Your goal: Reproduce the lines below exactly. Skip images.

The input:
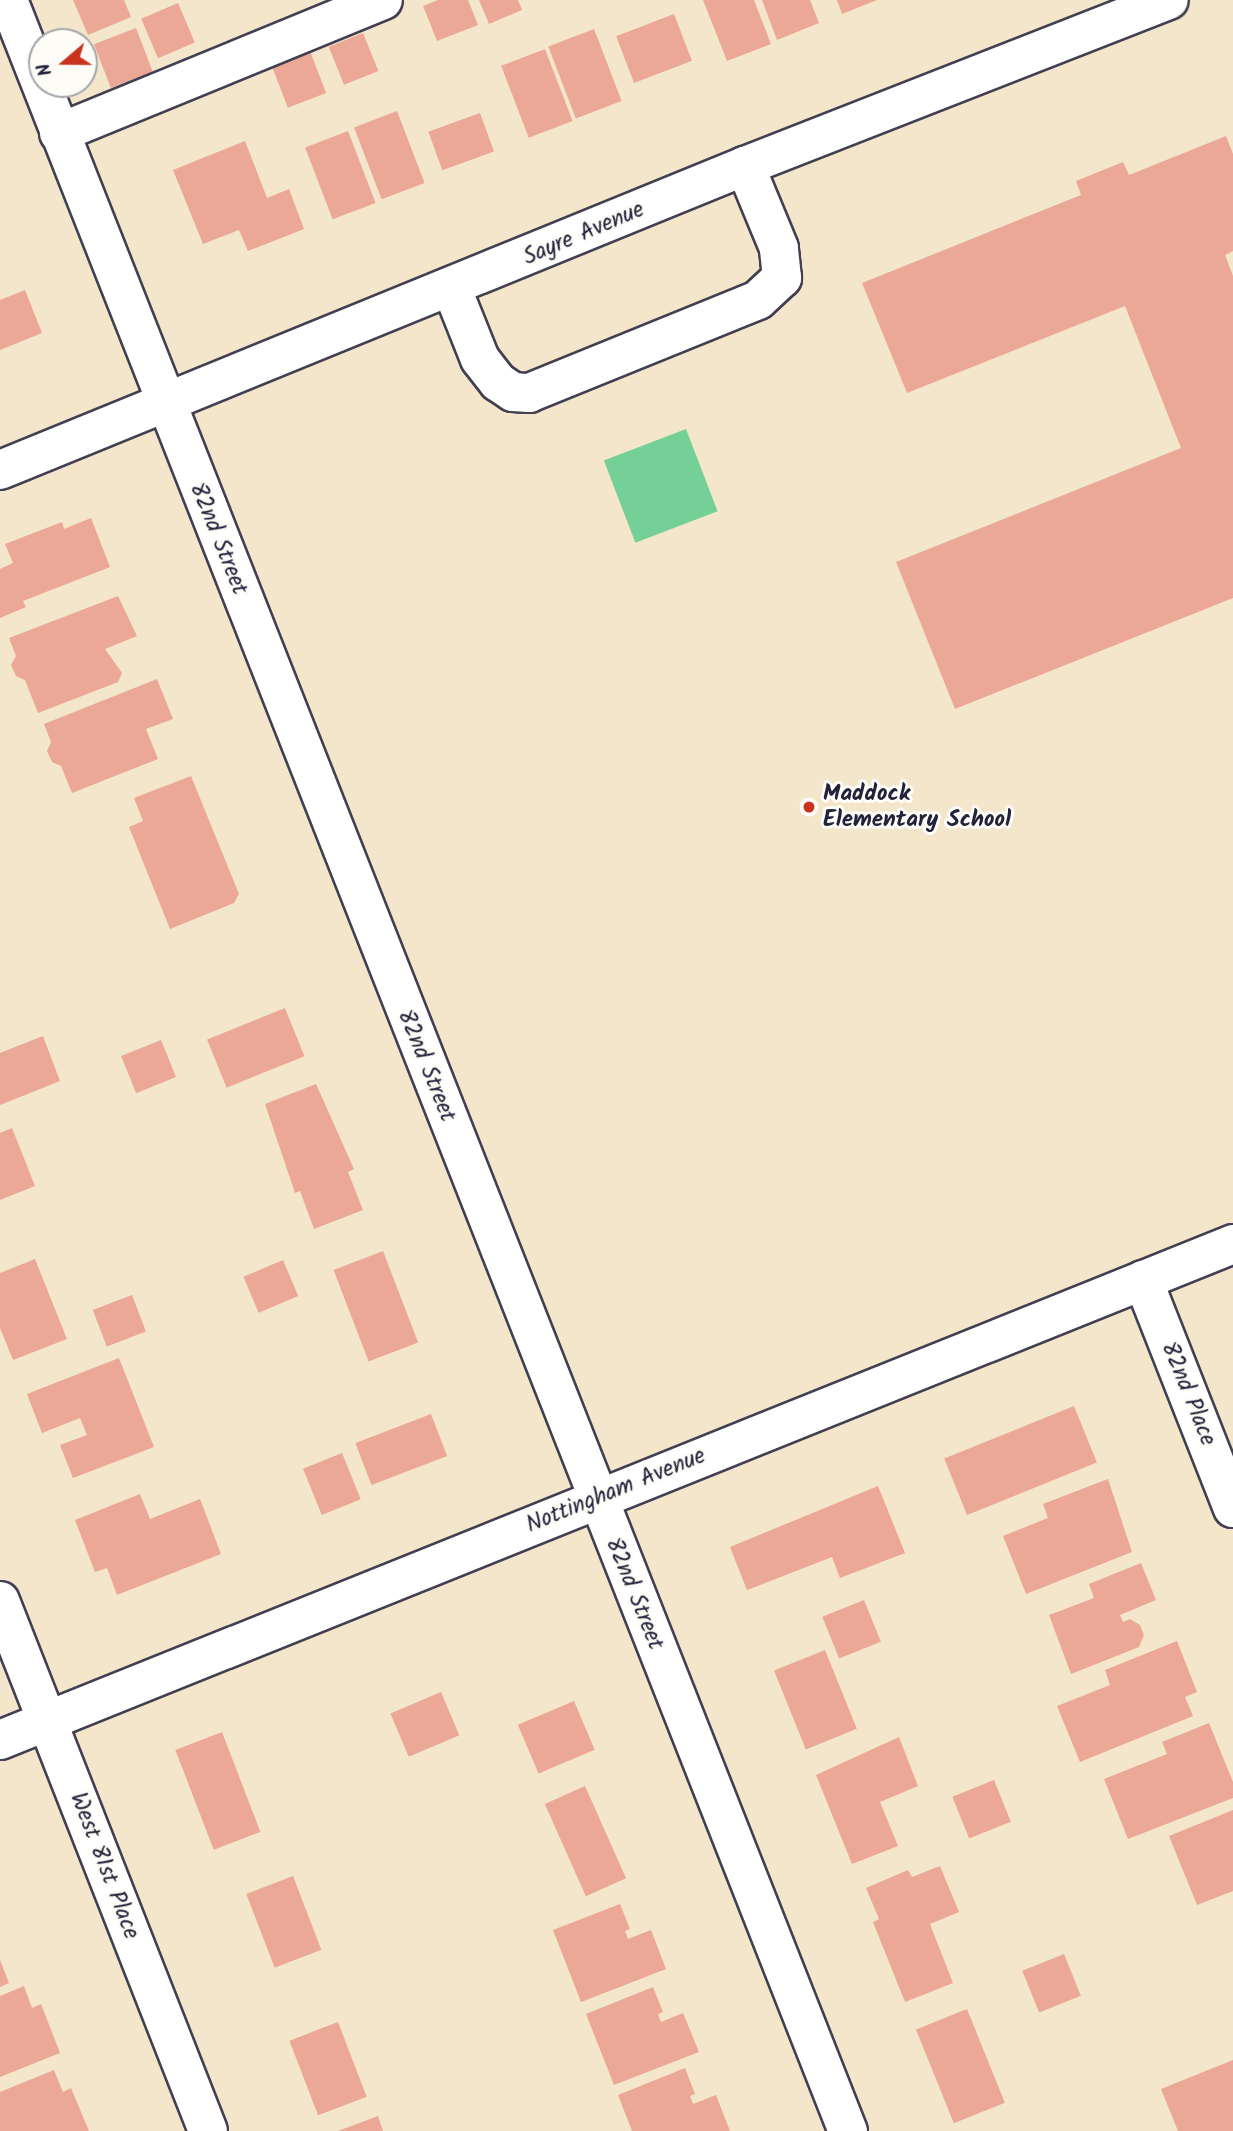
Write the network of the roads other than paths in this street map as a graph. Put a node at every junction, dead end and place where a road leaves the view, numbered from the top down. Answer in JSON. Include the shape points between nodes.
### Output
{"nodes":[{"id":1,"x":8,"y":0,"type":"edge"},
{"id":2,"x":383,"y":0,"type":"edge"},
{"id":3,"x":1169,"y":0,"type":"edge"},
{"id":4,"x":59,"y":133,"type":"junction"},
{"id":5,"x":745,"y":166,"type":"junction"},
{"id":6,"x":452,"y":289,"type":"junction"},
{"id":7,"x":165,"y":404,"type":"junction"},
{"id":8,"x":0,"y":470,"type":"edge"},
{"id":9,"x":1233,"y":1244,"type":"edge"},
{"id":10,"x":1143,"y":1280,"type":"junction"},
{"id":11,"x":596,"y":1499,"type":"junction"},
{"id":12,"x":1233,"y":1508,"type":"edge"},
{"id":13,"x":0,"y":1601,"type":"edge"},
{"id":14,"x":47,"y":1721,"type":"junction"},
{"id":15,"x":0,"y":1740,"type":"edge"},
{"id":16,"x":208,"y":2131,"type":"edge"},
{"id":17,"x":848,"y":2131,"type":"edge"}],
"edges":[{"from":1,"to":4,"type":"street","name":"82nd Street"},
{"from":2,"to":4,"type":"street"},
{"from":3,"to":5,"type":"street","name":"Sayre Avenue"},
{"from":4,"to":7,"type":"street","name":"82nd Street"},
{"from":5,"to":6,"type":"street","name":"Sayre Avenue"},
{"from":5,"to":6,"type":"street","via":[[780,258],[782,278],[758,300],[529,393],[505,387],[480,359]]},
{"from":6,"to":7,"type":"street","name":"Sayre Avenue"},
{"from":7,"to":8,"type":"street","name":"Sayre Avenue"},
{"from":7,"to":11,"type":"street","name":"82nd Street"},
{"from":9,"to":10,"type":"street","name":"Nottingham Avenue"},
{"from":10,"to":11,"type":"street","name":"Nottingham Avenue"},
{"from":10,"to":12,"type":"street","name":"82nd Place"},
{"from":11,"to":14,"type":"street","name":"Nottingham Avenue"},
{"from":11,"to":17,"type":"street","name":"82nd Street"},
{"from":13,"to":14,"type":"street","name":"West 81st Place"},
{"from":14,"to":15,"type":"street","name":"Nottingham Avenue"},
{"from":14,"to":16,"type":"street","name":"West 81st Place"}]}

Result of the task:
Write the network of the roads other than paths in this street map as a graph. Put a node at every junction, dead end and place where a road leaves the view, numbered from the top down. Answer in JSON. Include the shape points between nodes.
### Output
{"nodes":[{"id":1,"x":8,"y":0,"type":"edge"},
{"id":2,"x":383,"y":0,"type":"edge"},
{"id":3,"x":1169,"y":0,"type":"edge"},
{"id":4,"x":59,"y":133,"type":"junction"},
{"id":5,"x":745,"y":166,"type":"junction"},
{"id":6,"x":452,"y":289,"type":"junction"},
{"id":7,"x":165,"y":404,"type":"junction"},
{"id":8,"x":0,"y":470,"type":"edge"},
{"id":9,"x":1233,"y":1244,"type":"edge"},
{"id":10,"x":1143,"y":1280,"type":"junction"},
{"id":11,"x":596,"y":1499,"type":"junction"},
{"id":12,"x":1233,"y":1508,"type":"edge"},
{"id":13,"x":0,"y":1601,"type":"edge"},
{"id":14,"x":47,"y":1721,"type":"junction"},
{"id":15,"x":0,"y":1740,"type":"edge"},
{"id":16,"x":208,"y":2131,"type":"edge"},
{"id":17,"x":848,"y":2131,"type":"edge"}],
"edges":[{"from":1,"to":4,"type":"street","name":"82nd Street"},
{"from":2,"to":4,"type":"street"},
{"from":3,"to":5,"type":"street","name":"Sayre Avenue"},
{"from":4,"to":7,"type":"street","name":"82nd Street"},
{"from":5,"to":6,"type":"street","name":"Sayre Avenue"},
{"from":5,"to":6,"type":"street","via":[[780,258],[782,278],[758,300],[529,393],[505,387],[480,359]]},
{"from":6,"to":7,"type":"street","name":"Sayre Avenue"},
{"from":7,"to":8,"type":"street","name":"Sayre Avenue"},
{"from":7,"to":11,"type":"street","name":"82nd Street"},
{"from":9,"to":10,"type":"street","name":"Nottingham Avenue"},
{"from":10,"to":11,"type":"street","name":"Nottingham Avenue"},
{"from":10,"to":12,"type":"street","name":"82nd Place"},
{"from":11,"to":14,"type":"street","name":"Nottingham Avenue"},
{"from":11,"to":17,"type":"street","name":"82nd Street"},
{"from":13,"to":14,"type":"street","name":"West 81st Place"},
{"from":14,"to":15,"type":"street","name":"Nottingham Avenue"},
{"from":14,"to":16,"type":"street","name":"West 81st Place"}]}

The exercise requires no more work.